Guyana in the 19th century had become very multiracial, and despite the currency of racial name-calling and racial jokes, the various racial groups respected each other and desired to live in harmony and by the beginning of the 20th century, the country had evolved into a plural society. In the Christmas Season which began in November, for example, the population became submerged into a joyousness and feeling of unity where everyone became simply a Christmas celebrant. By the end of the 1940’s Guyana had developed a sense of nationality and was moving towards racial unity.
In the 1950’s, the scenario took a disturbing change to most people: the colonial power, Britain, decided to withdraw from its West Indian colonies and grant them Independence and in this process, they nurtured politicians and political parties to whom they could hand over power on their departure. The concomitant of this process was the grant of progressive Constitutions with Parliaments. The new political parties then began to compete with each other for office and the easiest way for them to mobilise support was by racial appeals and this was the beginning of racial consciousness of an adversarial kind.
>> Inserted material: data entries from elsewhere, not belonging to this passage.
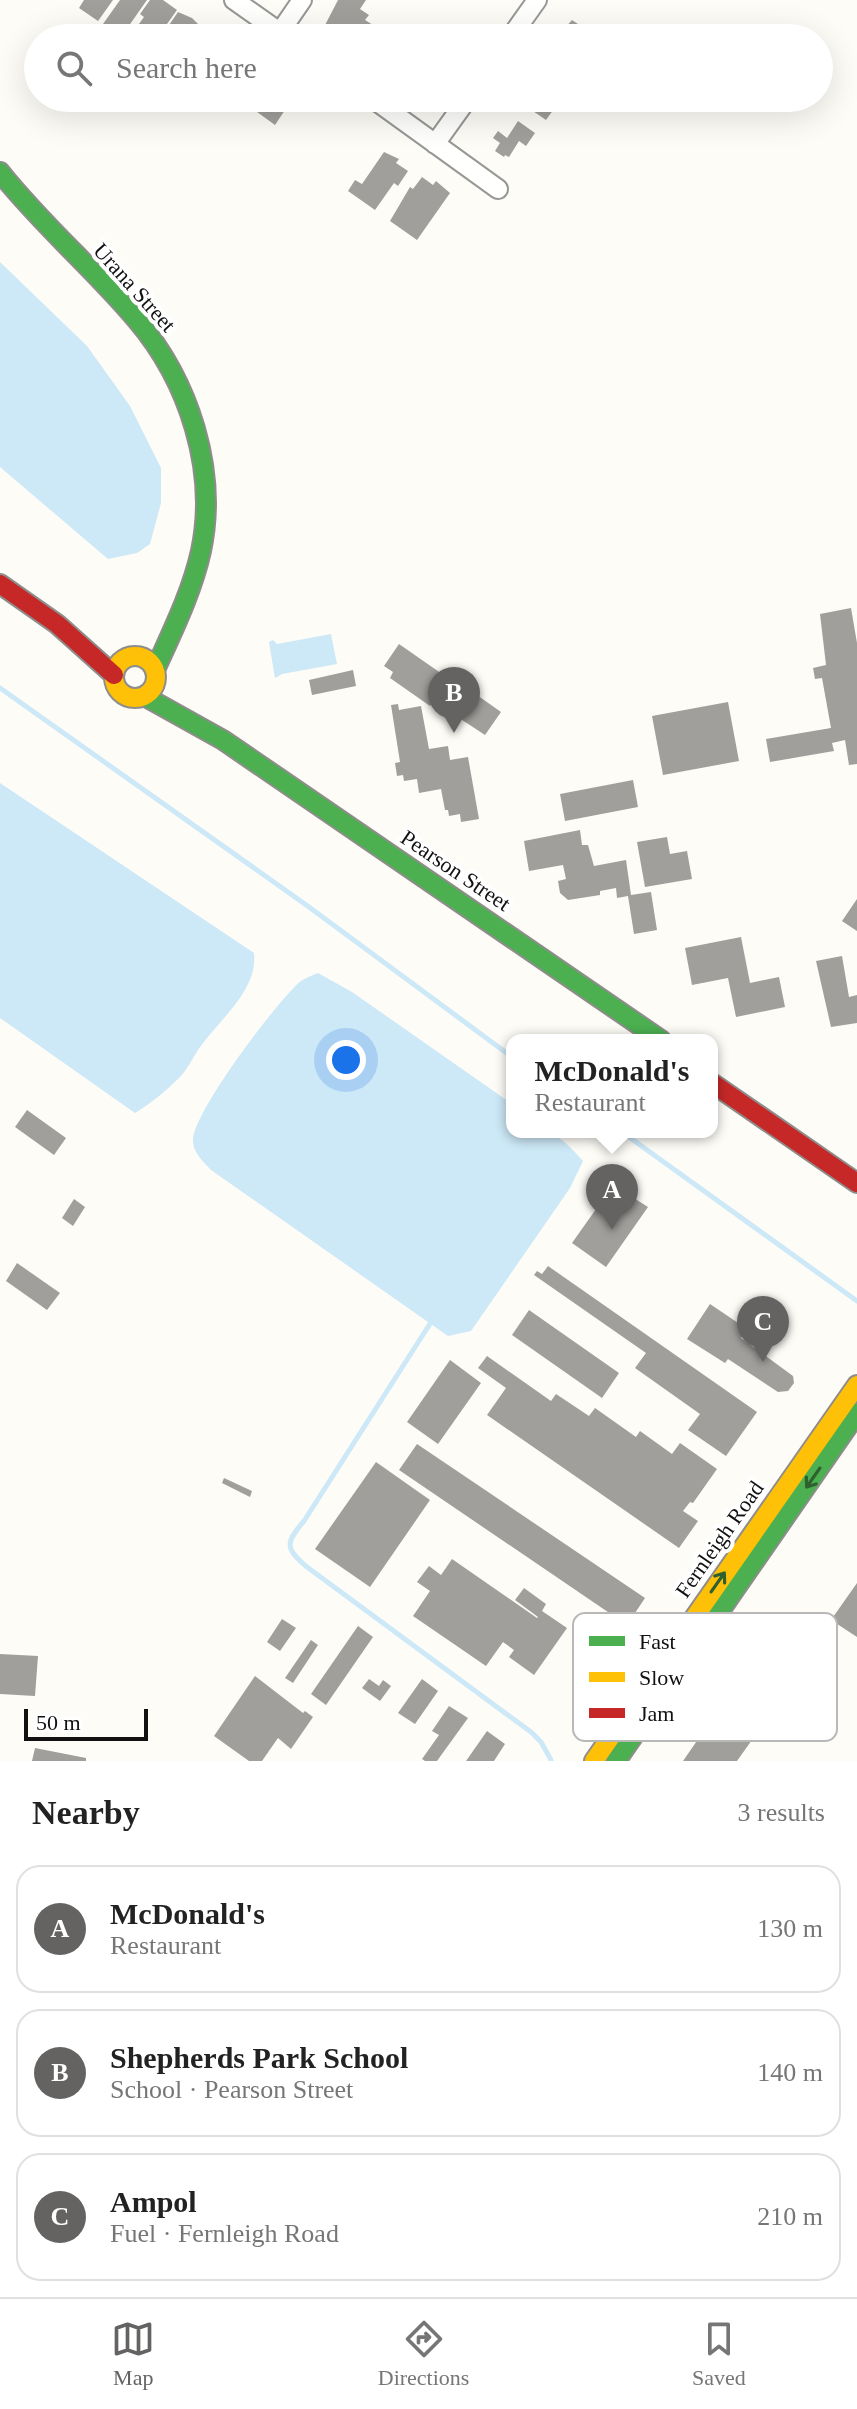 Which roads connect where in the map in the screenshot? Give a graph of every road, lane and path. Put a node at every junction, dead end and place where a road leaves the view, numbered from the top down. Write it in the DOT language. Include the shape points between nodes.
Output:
graph roads {
  1 [pos="234,0"];
  2 [pos="302,0"];
  3 [pos="537,0"];
  4 [pos="268,24"];
  5 [pos="290,24"];
  6 [pos="520,24"];
  7 [pos="391,112"];
  8 [pos="458,112"];
  9 [pos="435,144"];
  10 [pos="0,172"];
  11 [pos="498,189"];
  12 [pos="0,584"];
  13 [pos="187,595"];
  14 [pos="57,624"];
  15 [pos="132,657"];
  16 [pos="114,675"];
  17 [pos="156,675"];
  18 [pos="144,696"];
  19 [pos="223,740"];
  20 [pos="652,1034"];
  21 [pos="718,1073"];
  22 [pos="718,1087"];
  23 [pos="857,1166"];
  24 [pos="857,1183"];
  25 [pos="857,1385"];
  26 [pos="857,1413"];
  27 [pos="698,1613"];
  28 [pos="718,1613"];
  29 [pos="608,1741"];
  30 [pos="630,1741"];
  31 [pos="594,1761"];
  32 [pos="616,1761"];
  1 -- 4 [label="street"];
  2 -- 5 [label="street"];
  3 -- 6 [label="street"];
  7 -- 9 [label="street"];
  8 -- 9 [label="street"];
  9 -- 11 [label="street"];
  10 -- 13 [label="street, Urana Street" via="138,322 178,383 198,445 205,496 201,549"];
  12 -- 14 [label="street, Pearson Street"];
  13 -- 15 [label="street, Urana Street"];
  13 -- 17 [label="street, Urana Street"];
  14 -- 15 [label="street, Pearson Street"];
  14 -- 16 [label="street, Pearson Street"];
  15 -- 16 [label="street" via="118,664"];
  15 -- 17 [label="street, Pearson Street" via="148,660"];
  16 -- 18 [label="street, Pearson Street" via="120,692 131,698"];
  17 -- 18 [label="street"];
  17 -- 19 [label="street, Pearson Street"];
  18 -- 19 [label="street, Pearson Street"];
  19 -- 20 [label="street, Pearson Street"];
  21 -- 23 [label="street"];
  22 -- 24 [label="street"];
  27 -- 25 [label="street, Fernleigh Road, one-way"];
  26 -- 28 [label="street, Fernleigh Road, one-way"];
  31 -- 29 [label="street, Fernleigh Road, one-way"];
  30 -- 32 [label="street, Fernleigh Road, one-way"];
} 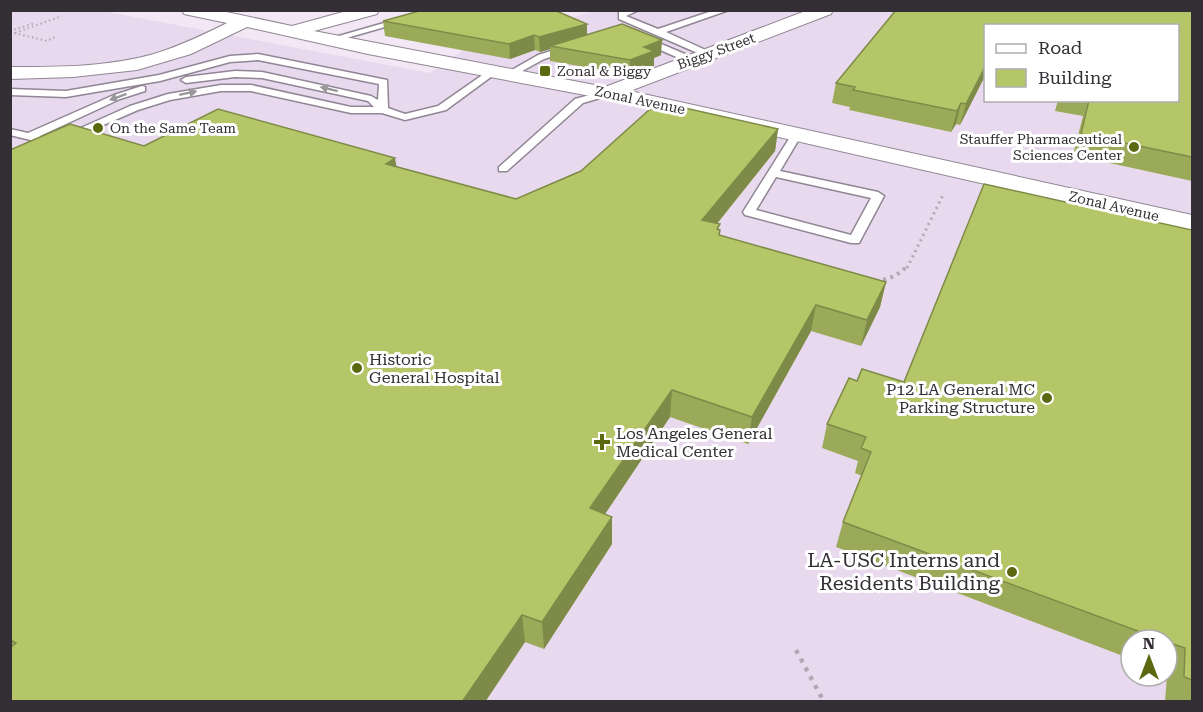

In the 1950’s the Cold War had begun raging and Guyana was sucked into it because the Cold Warriors, led by the American Central Intelligence Agency (CIA), perceived Dr. C. B. Jagan and his PPP party as Communist and being able to unite Africans and Indians forming a national unity and at the imminent grant of Independence by the British, would be taking the independent Guyana into the Soviet Bloc similar to Cuba.
The Cold Warriors led by the CIA became frantic and tried every method to stimulate and exacerbate hatred and animosity between Indians and Africans and they were eminently successful resulting in widespread communal violence where scores of persons were murdered and much property destroyed in the 1960’s. This was a scenario, which had never before occurred in Guyanese History and was beyond the imagination. One of the aims of the strategy of the CIA was to delay Independence indefinitely but they succeeded in delaying it for two years only for the British were determined to withdraw. Independence came in 1966 and racial relations, and especially between Indians and Africans were in ruins.
The Cold War was won by the West in the 1980’s and this, together with the great societal changes which had occurred in the half-a-century from 1950 led to the dismantling of the machinery which had been used in the electoral sphere and by the Cold Warriors to exacerbate feelings of hatred and animosity between Indians and Africans.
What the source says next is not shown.